Poças Martins. “Espero que esta sessão tenha consequências”

 O balanço que o presidente da Ordem dos Engenheiros- Região Norte faz da iniciativa é positivo. Joaquim Poças Martins diz ao JPN que espera que a Câmara do Porto abrace os desafios apresentados pelos engenheiros. “Espero que esta sessão tenha consequências. Espero que na sequência do que aqui foi falado a vida no Porto possa ficar melhor em alguns aspetos”, afirma.
Poças Martins defende que “há algumas soluções simples, mas não simplistas” que podem ser aplicadas a questões como os problemas de trânsito na cidade. Para o presidente da OERN ajustar os horários dos trabalhadores do centro da cidade, criando horas de entrada ao serviço diferentes para cada um dos funcionários de uma empresa pode ser uma forma de fazer face aos congestionamentos em hora de ponta.
“Os congestionamentos no acesso à cidade de manhã e à tarde estão connosco há décadas, mas são problemas de horas de ponta. Aqui o que estamos a falar é um “deslaçar” das horas de pontas que pode passar, por exemplo, por criar condições para que as pessoas não tenham a necessidade de entrar na cidade todas à mesma hora”, avança.
“As grandes decisões são políticas e têm que ser formadas por pareceres técnicos”

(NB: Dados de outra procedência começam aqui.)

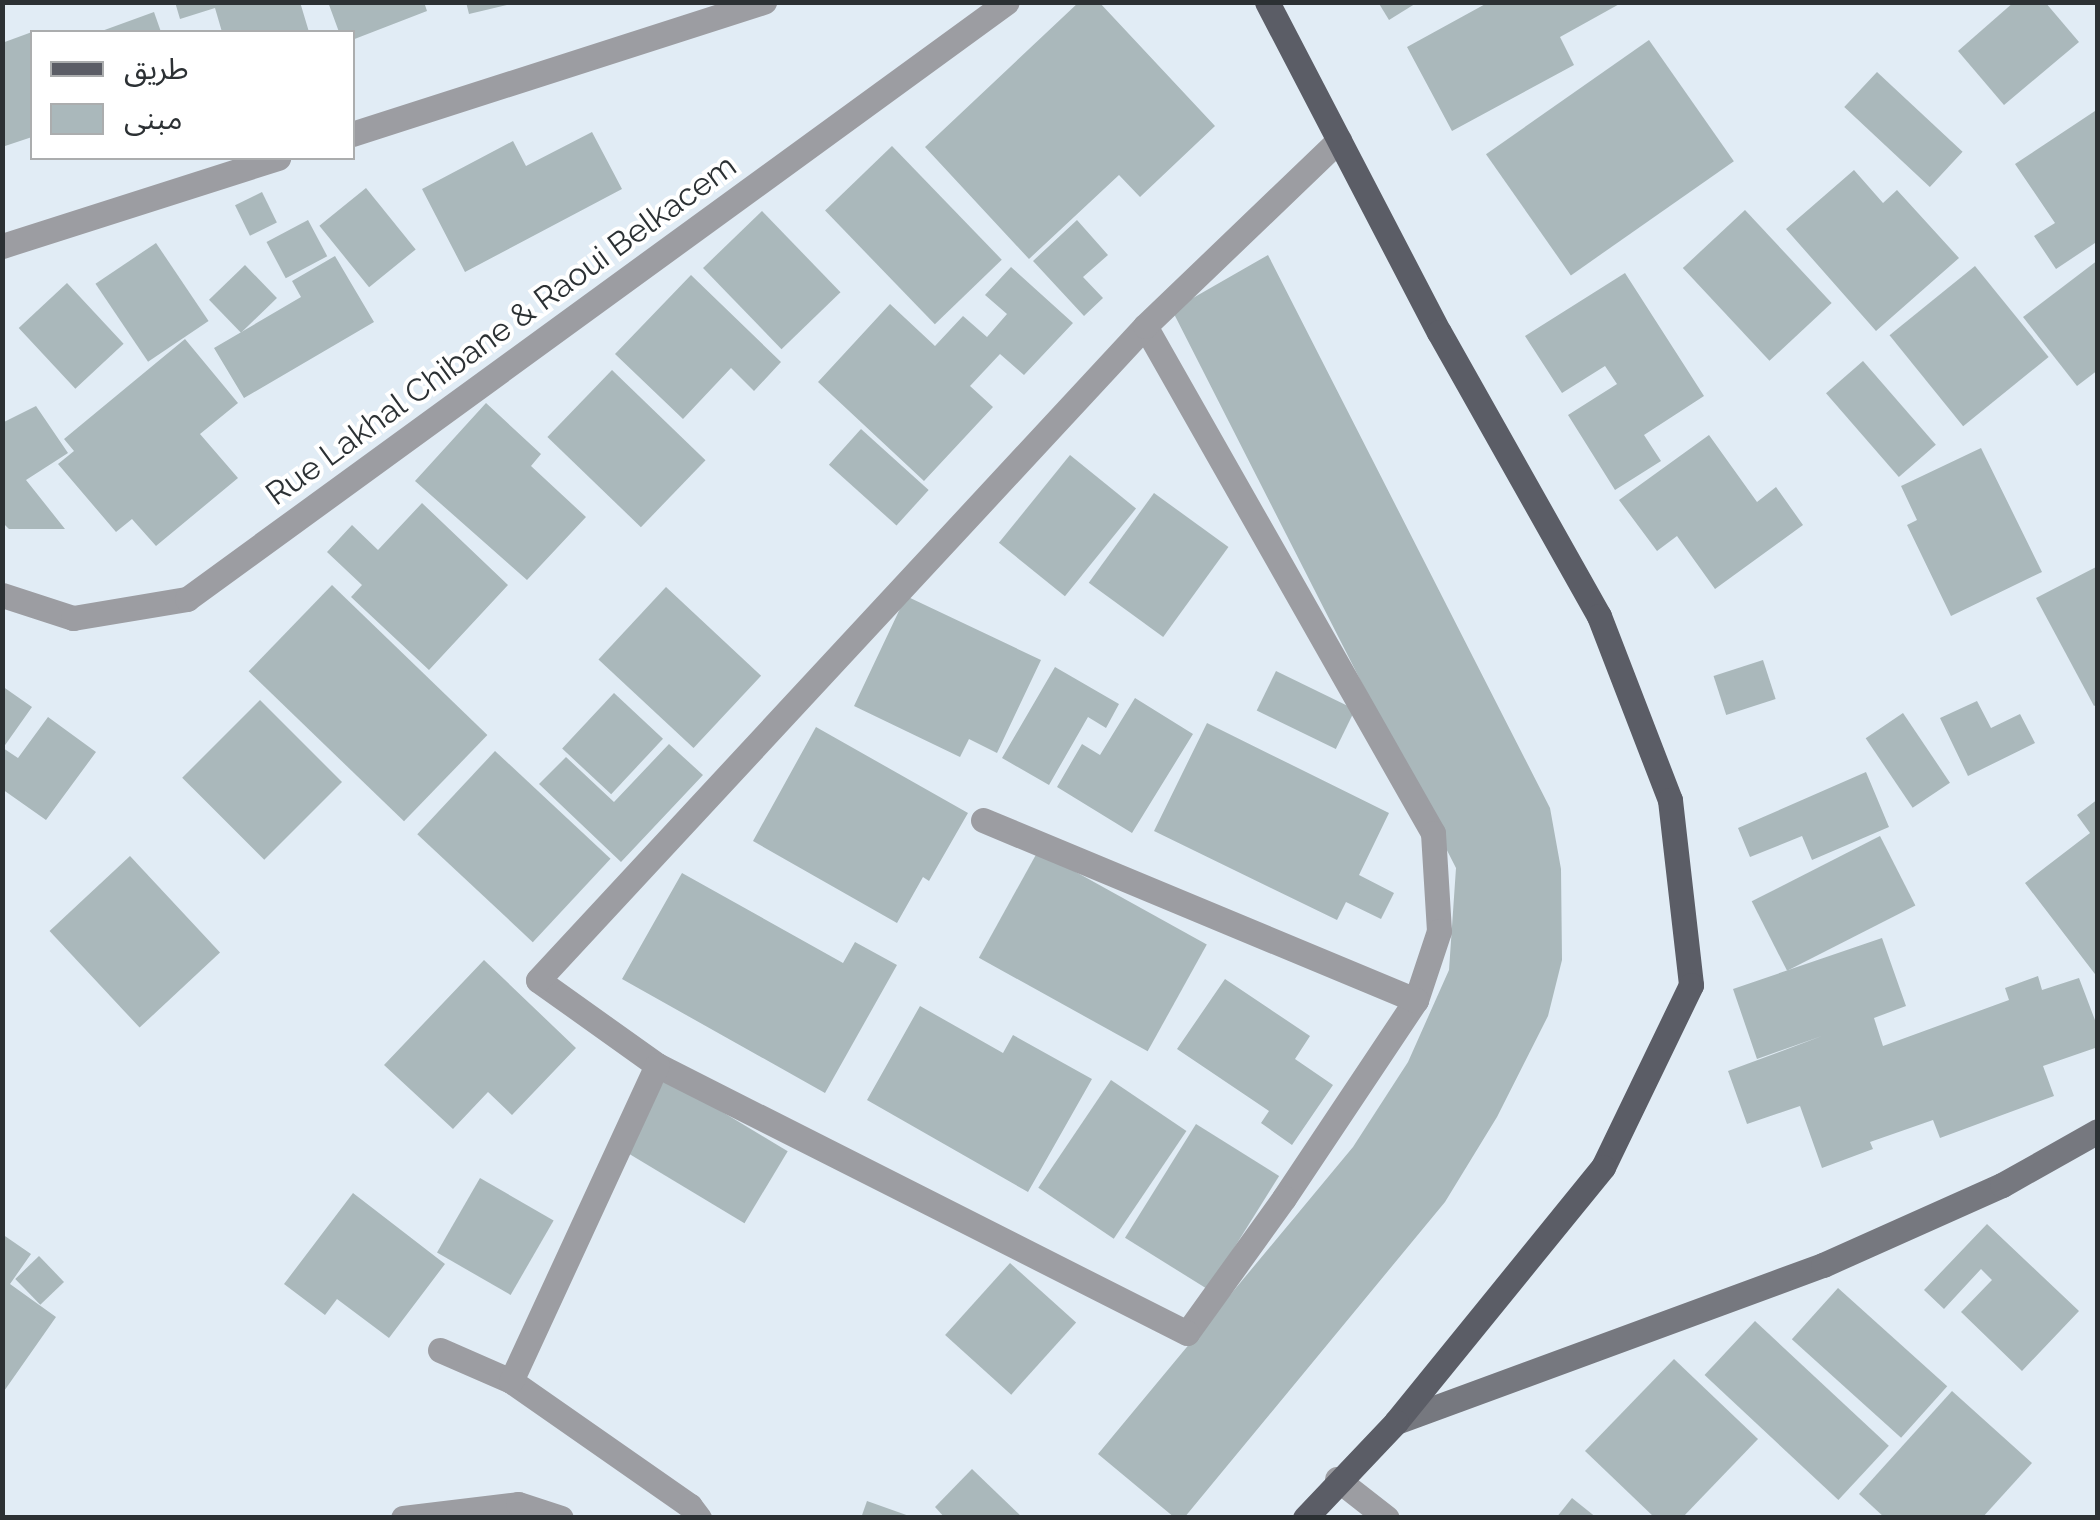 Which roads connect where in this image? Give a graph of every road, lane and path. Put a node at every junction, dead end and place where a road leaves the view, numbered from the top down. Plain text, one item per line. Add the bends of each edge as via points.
1 (764, 2) edge
2 (1007, 2) edge
3 (1268, 2) edge
4 (355, 133) edge
5 (1338, 140) junction
6 (272, 160) edge
7 (2, 246) edge
8 (1145, 326) junction
9 (2, 595) edge
10 (983, 820) dead end
11 (1416, 1000) junction
12 (658, 1064) junction
13 (2098, 1131) edge
14 (440, 1350) dead end
15 (511, 1380) junction
16 (1396, 1422) junction
17 (1338, 1479) junction
18 (403, 1518) edge
19 (561, 1518) edge
20 (700, 1518) edge
21 (1305, 1518) edge
22 (1387, 1518) edge

1 - 4 street
2 - 9 street, Rue Lakhal Chibane & Raoui Belkacem via 187,599 73,618
3 - 5 main road
5 - 8 street
5 - 16 main road via 1599,616 1670,800 1692,985 1603,1168
6 - 7 street
8 - 11 street via 1433,833 1439,931
8 - 12 street via 538,980
10 - 11 street
11 - 12 street via 1187,1332
12 - 15 street
13 - 16 main road via 2002,1185 1823,1264
14 - 15 street
15 - 20 street
16 - 17 main road
17 - 21 main road
17 - 22 street
18 - 19 street via 518,1504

O presidente do OERN encontra ainda outro desafio de resolução simples: ” o desconforto térmico” nas habitações durante o inverno.”É possível alterar com custos relativamente baixos os edifícios existentes, tendo em conta o clima que temos, tendo em conta que a maior parte das pessoas não têm aquecimento central em casa. Para isso têm que ter isolamentos, não por fora, mas por dentro, para economizar energia, calafetar as frinchas das janelas e das portas, ventilar as casas para evitar humidades. Isso tem que ser visto caso a caso. Chamar um engenheiro é importante”, sublinha.

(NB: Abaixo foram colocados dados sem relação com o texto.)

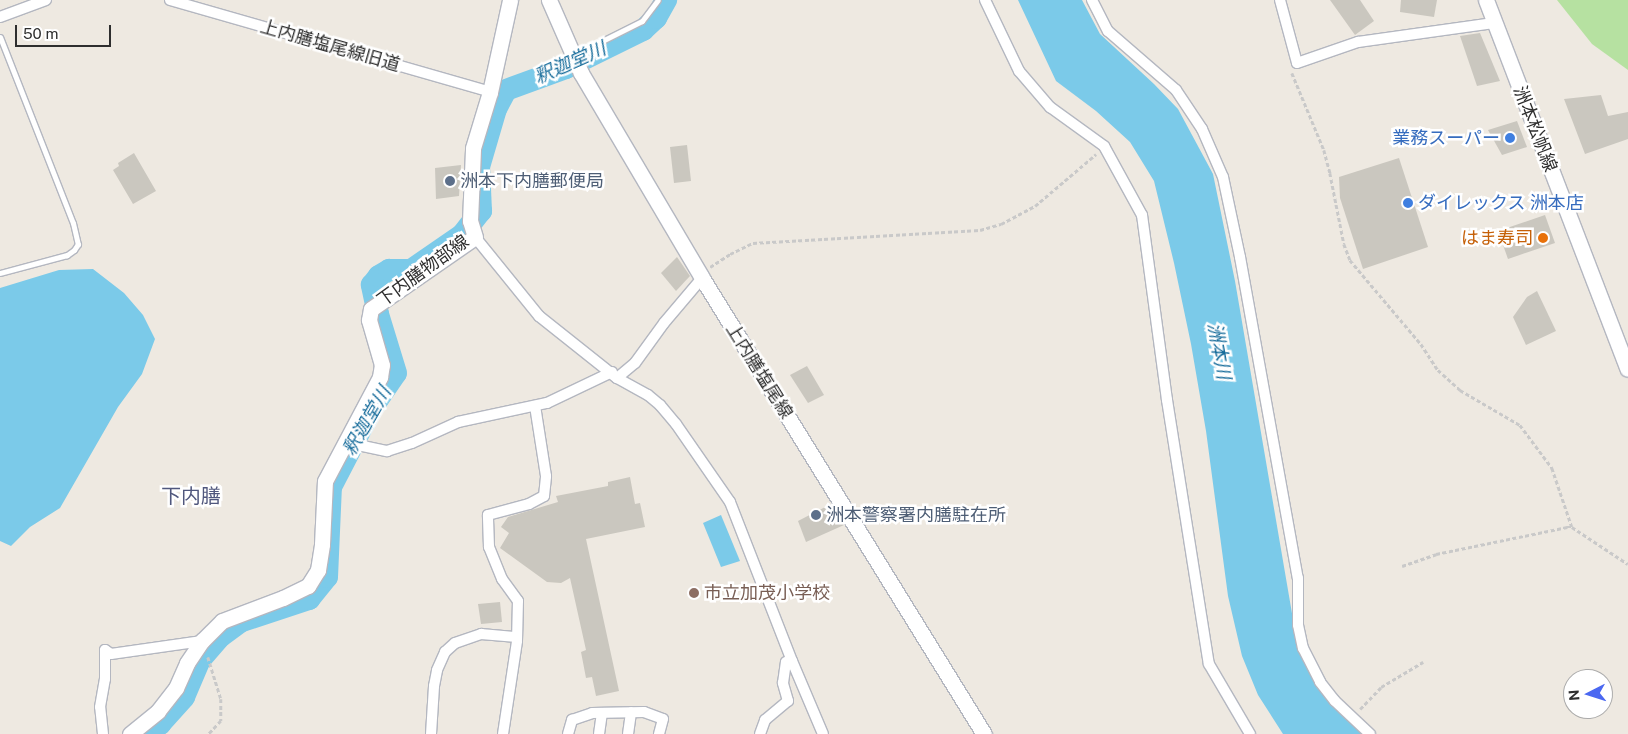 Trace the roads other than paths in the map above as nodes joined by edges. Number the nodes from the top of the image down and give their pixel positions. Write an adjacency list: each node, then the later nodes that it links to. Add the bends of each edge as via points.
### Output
1 (46, 0): 10 (street)
2 (170, 0): 14 (street, 上内膳塩尾線旧道)
3 (510, 0): 14 (main road, 下内膳物部線)
4 (549, 0): 13 (main road, 上内膳塩尾線)
5 (658, 0): 13 (lane, via 642,21)
6 (985, 0): 38 (street, via 1019,71 1050,107 1104,146 1142,215 1167,400 1209,664)
7 (1092, 0): 39 (street, via 1108,32 1176,90 1202,129 1223,177 1298,578 1298,624 1303,648 1320,682)
8 (1280, 0): 11 (street, via 1297,63 1358,42)
9 (1486, 0): 11 (main road, 洲本松帆線)
10 (0, 18)
11 (1494, 23): 18 (main road, 洲本松帆線)
12 (0, 37): 16 (lane, via 73,223 78,244 67,255)
13 (574, 56): 17 (main road, 上内膳塩尾線)
14 (490, 92): 15 (main road, 下内膳物部線, via 474,148)
15 (472, 229): 19 (street, via 539,316 589,358); 21 (main road, 下内膳物部線, via 376,305 369,320 382,365 380,377)
16 (0, 273)
17 (702, 278): 19 (street, via 635,363); 37 (main road, 上内膳塩尾線)
18 (1628, 369)
19 (615, 375): 20 (street); 24 (street, via 660,405 730,502)
20 (535, 406): 21 (street, via 458,422 386,451); 22 (street, via 546,476 544,496 529,504 488,514 489,547 502,579 518,601)
21 (351, 442): 23 (main road, 下内膳物部線, via 325,481 318,570 308,586 222,621)
22 (517, 637): 29 (street, via 482,634 454,642 445,652 434,686); 30 (street)
23 (202, 642): 27 (street, via 111,654 105,650 100,714); 28 (main road, 下内膳物部線, via 187,663 176,688 158,711)
24 (792, 661): 35 (street, via 786,662 783,683 788,701 765,720); 36 (street)
25 (631, 712): 26 (street); 33 (street); 34 (street, via 644,712 662,719)
26 (602, 713): 31 (street, via 572,720); 32 (street)
27 (104, 734)
28 (130, 734)
29 (431, 734)
30 (502, 734)
31 (568, 734)
32 (599, 734)
33 (628, 734)
34 (659, 734)
35 (760, 734)
36 (823, 734)
37 (984, 734)
38 (1250, 734)
39 (1370, 734)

Balanço feito, Poças Martins espera que a cidade continue a promover iniciativas que aproximem os técnicos dos decisores políticos. “A cidade é uma questão política. As grandes decisões são políticas e têm que ser formadas por pareceres técnicos. É muito importante que os técnicos saibam quais são as opções políticas e que os políticos têm em conta os pareceres técnicos para tomarem melhores decisões”, remata.